### Information:

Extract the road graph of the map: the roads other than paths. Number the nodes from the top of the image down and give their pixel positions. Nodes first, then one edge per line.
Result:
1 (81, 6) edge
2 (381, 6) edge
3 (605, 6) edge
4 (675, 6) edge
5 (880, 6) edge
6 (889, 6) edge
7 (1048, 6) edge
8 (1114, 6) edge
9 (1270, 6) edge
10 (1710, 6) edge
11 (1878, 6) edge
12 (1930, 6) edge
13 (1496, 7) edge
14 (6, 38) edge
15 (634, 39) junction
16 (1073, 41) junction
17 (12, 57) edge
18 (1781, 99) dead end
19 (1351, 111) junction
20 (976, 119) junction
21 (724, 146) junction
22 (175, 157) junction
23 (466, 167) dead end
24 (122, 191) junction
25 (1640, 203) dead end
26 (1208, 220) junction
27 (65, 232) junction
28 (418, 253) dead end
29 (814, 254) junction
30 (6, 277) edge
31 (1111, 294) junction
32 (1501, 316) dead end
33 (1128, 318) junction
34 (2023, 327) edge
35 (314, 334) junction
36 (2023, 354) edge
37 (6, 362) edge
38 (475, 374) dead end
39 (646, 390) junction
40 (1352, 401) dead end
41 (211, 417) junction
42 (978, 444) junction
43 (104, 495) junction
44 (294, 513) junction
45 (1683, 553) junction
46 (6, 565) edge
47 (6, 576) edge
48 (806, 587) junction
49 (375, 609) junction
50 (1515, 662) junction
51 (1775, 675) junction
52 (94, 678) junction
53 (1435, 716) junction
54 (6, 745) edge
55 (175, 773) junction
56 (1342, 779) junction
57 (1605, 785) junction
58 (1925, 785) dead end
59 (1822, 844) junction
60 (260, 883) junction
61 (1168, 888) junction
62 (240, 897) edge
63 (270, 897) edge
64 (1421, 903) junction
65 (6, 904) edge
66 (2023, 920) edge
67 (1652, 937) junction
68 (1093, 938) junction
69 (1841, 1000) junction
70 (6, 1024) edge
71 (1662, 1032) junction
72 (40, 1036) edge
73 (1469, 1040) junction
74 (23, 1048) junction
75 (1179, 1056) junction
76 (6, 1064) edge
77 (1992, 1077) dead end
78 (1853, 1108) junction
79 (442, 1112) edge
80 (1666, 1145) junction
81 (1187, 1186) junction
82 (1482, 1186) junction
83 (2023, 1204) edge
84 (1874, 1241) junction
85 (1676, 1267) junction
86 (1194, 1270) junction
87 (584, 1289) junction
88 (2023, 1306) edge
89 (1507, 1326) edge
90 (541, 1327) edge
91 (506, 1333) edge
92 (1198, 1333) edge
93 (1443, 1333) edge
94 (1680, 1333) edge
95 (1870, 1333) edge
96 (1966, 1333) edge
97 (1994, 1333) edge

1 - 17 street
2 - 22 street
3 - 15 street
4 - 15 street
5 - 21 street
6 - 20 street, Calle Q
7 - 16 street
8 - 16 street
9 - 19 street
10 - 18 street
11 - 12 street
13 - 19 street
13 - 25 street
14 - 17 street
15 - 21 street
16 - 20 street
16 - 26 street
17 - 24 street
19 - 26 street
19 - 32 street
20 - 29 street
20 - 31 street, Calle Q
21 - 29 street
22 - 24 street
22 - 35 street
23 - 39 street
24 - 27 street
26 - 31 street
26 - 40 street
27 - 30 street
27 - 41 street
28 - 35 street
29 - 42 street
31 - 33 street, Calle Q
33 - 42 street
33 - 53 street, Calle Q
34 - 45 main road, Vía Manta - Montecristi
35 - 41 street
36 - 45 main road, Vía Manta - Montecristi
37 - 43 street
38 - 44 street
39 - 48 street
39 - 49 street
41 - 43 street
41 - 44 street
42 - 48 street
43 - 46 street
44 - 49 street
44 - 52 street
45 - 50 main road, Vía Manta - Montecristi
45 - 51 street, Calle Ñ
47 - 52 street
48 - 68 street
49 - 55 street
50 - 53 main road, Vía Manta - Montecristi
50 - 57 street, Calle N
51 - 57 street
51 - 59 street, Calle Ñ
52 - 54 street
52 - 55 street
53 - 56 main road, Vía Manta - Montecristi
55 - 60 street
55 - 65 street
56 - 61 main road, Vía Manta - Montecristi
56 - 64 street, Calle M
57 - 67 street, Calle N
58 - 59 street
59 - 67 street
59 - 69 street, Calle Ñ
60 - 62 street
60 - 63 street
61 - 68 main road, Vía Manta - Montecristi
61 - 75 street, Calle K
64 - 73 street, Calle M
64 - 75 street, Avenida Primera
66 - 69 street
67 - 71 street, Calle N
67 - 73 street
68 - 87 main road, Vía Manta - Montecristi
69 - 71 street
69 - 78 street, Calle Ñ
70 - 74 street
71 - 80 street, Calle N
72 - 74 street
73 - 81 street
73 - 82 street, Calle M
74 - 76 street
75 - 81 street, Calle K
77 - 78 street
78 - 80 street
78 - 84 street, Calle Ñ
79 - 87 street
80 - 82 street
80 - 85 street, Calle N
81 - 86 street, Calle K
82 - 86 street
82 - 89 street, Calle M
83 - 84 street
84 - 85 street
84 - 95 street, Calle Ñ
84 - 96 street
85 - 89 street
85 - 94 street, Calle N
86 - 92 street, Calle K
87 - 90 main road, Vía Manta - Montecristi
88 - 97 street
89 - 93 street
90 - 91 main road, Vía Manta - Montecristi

### Work task:
The response must reproduce the whole listing exactly.

### Your response:
Extract the road graph of the map: the roads other than paths. Number the nodes from the top of the image down and give their pixel positions. Nodes first, then one edge per line.
Result:
1 (81, 6) edge
2 (381, 6) edge
3 (605, 6) edge
4 (675, 6) edge
5 (880, 6) edge
6 (889, 6) edge
7 (1048, 6) edge
8 (1114, 6) edge
9 (1270, 6) edge
10 (1710, 6) edge
11 (1878, 6) edge
12 (1930, 6) edge
13 (1496, 7) edge
14 (6, 38) edge
15 (634, 39) junction
16 (1073, 41) junction
17 (12, 57) edge
18 (1781, 99) dead end
19 (1351, 111) junction
20 (976, 119) junction
21 (724, 146) junction
22 (175, 157) junction
23 (466, 167) dead end
24 (122, 191) junction
25 (1640, 203) dead end
26 (1208, 220) junction
27 (65, 232) junction
28 (418, 253) dead end
29 (814, 254) junction
30 (6, 277) edge
31 (1111, 294) junction
32 (1501, 316) dead end
33 (1128, 318) junction
34 (2023, 327) edge
35 (314, 334) junction
36 (2023, 354) edge
37 (6, 362) edge
38 (475, 374) dead end
39 (646, 390) junction
40 (1352, 401) dead end
41 (211, 417) junction
42 (978, 444) junction
43 (104, 495) junction
44 (294, 513) junction
45 (1683, 553) junction
46 (6, 565) edge
47 (6, 576) edge
48 (806, 587) junction
49 (375, 609) junction
50 (1515, 662) junction
51 (1775, 675) junction
52 (94, 678) junction
53 (1435, 716) junction
54 (6, 745) edge
55 (175, 773) junction
56 (1342, 779) junction
57 (1605, 785) junction
58 (1925, 785) dead end
59 (1822, 844) junction
60 (260, 883) junction
61 (1168, 888) junction
62 (240, 897) edge
63 (270, 897) edge
64 (1421, 903) junction
65 (6, 904) edge
66 (2023, 920) edge
67 (1652, 937) junction
68 (1093, 938) junction
69 (1841, 1000) junction
70 (6, 1024) edge
71 (1662, 1032) junction
72 (40, 1036) edge
73 (1469, 1040) junction
74 (23, 1048) junction
75 (1179, 1056) junction
76 (6, 1064) edge
77 (1992, 1077) dead end
78 (1853, 1108) junction
79 (442, 1112) edge
80 (1666, 1145) junction
81 (1187, 1186) junction
82 (1482, 1186) junction
83 (2023, 1204) edge
84 (1874, 1241) junction
85 (1676, 1267) junction
86 (1194, 1270) junction
87 (584, 1289) junction
88 (2023, 1306) edge
89 (1507, 1326) edge
90 (541, 1327) edge
91 (506, 1333) edge
92 (1198, 1333) edge
93 (1443, 1333) edge
94 (1680, 1333) edge
95 (1870, 1333) edge
96 (1966, 1333) edge
97 (1994, 1333) edge

1 - 17 street
2 - 22 street
3 - 15 street
4 - 15 street
5 - 21 street
6 - 20 street, Calle Q
7 - 16 street
8 - 16 street
9 - 19 street
10 - 18 street
11 - 12 street
13 - 19 street
13 - 25 street
14 - 17 street
15 - 21 street
16 - 20 street
16 - 26 street
17 - 24 street
19 - 26 street
19 - 32 street
20 - 29 street
20 - 31 street, Calle Q
21 - 29 street
22 - 24 street
22 - 35 street
23 - 39 street
24 - 27 street
26 - 31 street
26 - 40 street
27 - 30 street
27 - 41 street
28 - 35 street
29 - 42 street
31 - 33 street, Calle Q
33 - 42 street
33 - 53 street, Calle Q
34 - 45 main road, Vía Manta - Montecristi
35 - 41 street
36 - 45 main road, Vía Manta - Montecristi
37 - 43 street
38 - 44 street
39 - 48 street
39 - 49 street
41 - 43 street
41 - 44 street
42 - 48 street
43 - 46 street
44 - 49 street
44 - 52 street
45 - 50 main road, Vía Manta - Montecristi
45 - 51 street, Calle Ñ
47 - 52 street
48 - 68 street
49 - 55 street
50 - 53 main road, Vía Manta - Montecristi
50 - 57 street, Calle N
51 - 57 street
51 - 59 street, Calle Ñ
52 - 54 street
52 - 55 street
53 - 56 main road, Vía Manta - Montecristi
55 - 60 street
55 - 65 street
56 - 61 main road, Vía Manta - Montecristi
56 - 64 street, Calle M
57 - 67 street, Calle N
58 - 59 street
59 - 67 street
59 - 69 street, Calle Ñ
60 - 62 street
60 - 63 street
61 - 68 main road, Vía Manta - Montecristi
61 - 75 street, Calle K
64 - 73 street, Calle M
64 - 75 street, Avenida Primera
66 - 69 street
67 - 71 street, Calle N
67 - 73 street
68 - 87 main road, Vía Manta - Montecristi
69 - 71 street
69 - 78 street, Calle Ñ
70 - 74 street
71 - 80 street, Calle N
72 - 74 street
73 - 81 street
73 - 82 street, Calle M
74 - 76 street
75 - 81 street, Calle K
77 - 78 street
78 - 80 street
78 - 84 street, Calle Ñ
79 - 87 street
80 - 82 street
80 - 85 street, Calle N
81 - 86 street, Calle K
82 - 86 street
82 - 89 street, Calle M
83 - 84 street
84 - 85 street
84 - 95 street, Calle Ñ
84 - 96 street
85 - 89 street
85 - 94 street, Calle N
86 - 92 street, Calle K
87 - 90 main road, Vía Manta - Montecristi
88 - 97 street
89 - 93 street
90 - 91 main road, Vía Manta - Montecristi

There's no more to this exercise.